VOSpace API and Advanced Tools¶
Advanced data management capabilities using VOSpace APIs and command-line tools for automation and bulk operations.
Overview¶
While the Storage Guide covers basic file operations, this guide focuses on programmatic access to your data using VOSpace APIs, command-line tools, and advanced workflows.
Command-Line Tools¶
Installation¶
VOSpace tools are pre-installed in all CANFAR containers. For local use:
Authentication¶
# Get a security certificate (valid for 24 hours)

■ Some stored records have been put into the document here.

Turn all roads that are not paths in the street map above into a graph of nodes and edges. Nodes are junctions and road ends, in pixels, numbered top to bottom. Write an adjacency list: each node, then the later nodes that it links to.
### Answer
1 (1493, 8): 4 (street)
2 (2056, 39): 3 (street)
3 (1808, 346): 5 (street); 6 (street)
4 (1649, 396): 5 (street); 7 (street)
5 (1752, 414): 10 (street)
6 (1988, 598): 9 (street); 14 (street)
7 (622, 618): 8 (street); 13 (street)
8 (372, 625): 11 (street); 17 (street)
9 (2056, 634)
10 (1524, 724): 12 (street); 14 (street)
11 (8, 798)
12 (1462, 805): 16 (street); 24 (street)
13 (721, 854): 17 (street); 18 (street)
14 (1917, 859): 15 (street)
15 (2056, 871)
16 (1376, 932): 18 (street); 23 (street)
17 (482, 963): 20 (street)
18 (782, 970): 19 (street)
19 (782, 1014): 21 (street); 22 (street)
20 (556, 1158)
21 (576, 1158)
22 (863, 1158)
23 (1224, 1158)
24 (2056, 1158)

cadc-get-cert --cert ~/.ssl/cadcproxy.pem
# Or use your username/password
export CADC_USERNAME=your_username
export CADC_PASSWORD=your_password
Basic Operations¶
# List files and directories
vls vos:CANFAR/your_username/
# Copy files to VOSpace
vcp mydata.fits vos:CANFAR/your_username/data/
# Copy files from VOSpace
vcp vos:CANFAR/your_username/data/mydata.fits ./
# Create directories
vmkdir vos:CANFAR/your_username/projects/survey_analysis/
# Move/rename files
vmv vos:CANFAR/your_username/old.fits vos:CANFAR/your_username/new.fits
# Remove files
vrm vos:CANFAR/your_username/temp/old_data.fits
Bulk Operations¶
# Sync entire directories
vsync --recursive ./local_data/ vos:CANFAR/your_username/backup/
# Download project data
vsync --recursive vos:CANFAR/shared_project/survey_data/ ./project_data/
# Upload analysis results
vsync --recursive ./results/ vos:CANFAR/your_username/analysis_outputs/
Python API¶
Basic Usage¶
import vos
# Initialize client
client = vos.Client()
# List directory contents
files = client.listdir("vos:CANFAR/your_username/")
print(files)
# Check if file exists
exists = client.isfile("vos:CANFAR/your_username/data.fits")
# Get file info
info = client.get_info("vos:CANFAR/your_username/data.fits")
print(f"Size: {info['size']} bytes")
print(f"Modified: {info['date']}")
File Operations¶
# Copy file to VOSpace
client.copy("mydata.fits", "vos:CANFAR/your_username/data/mydata.fits")
# Copy file from VOSpace
client.copy("vos:CANFAR/your_username/data/results.txt", "./results.txt")
# Create directory
client.mkdir("vos:CANFAR/your_username/new_project/")
# Delete file
client.delete("vos:CANFAR/your_username/temp/old_file.txt")
Advanced Operations¶
import os
from astropy.io import fits
def process_fits_files(vospace_dir, output_dir):
"""Process all FITS files in a VOSpace directory"""
# List all FITS files
files = client.listdir(vospace_dir)
fits_files = [f for f in files if f.endswith(".fits")]
for fits_file in fits_files:
vospace_path = f"{vospace_dir}/{fits_file}"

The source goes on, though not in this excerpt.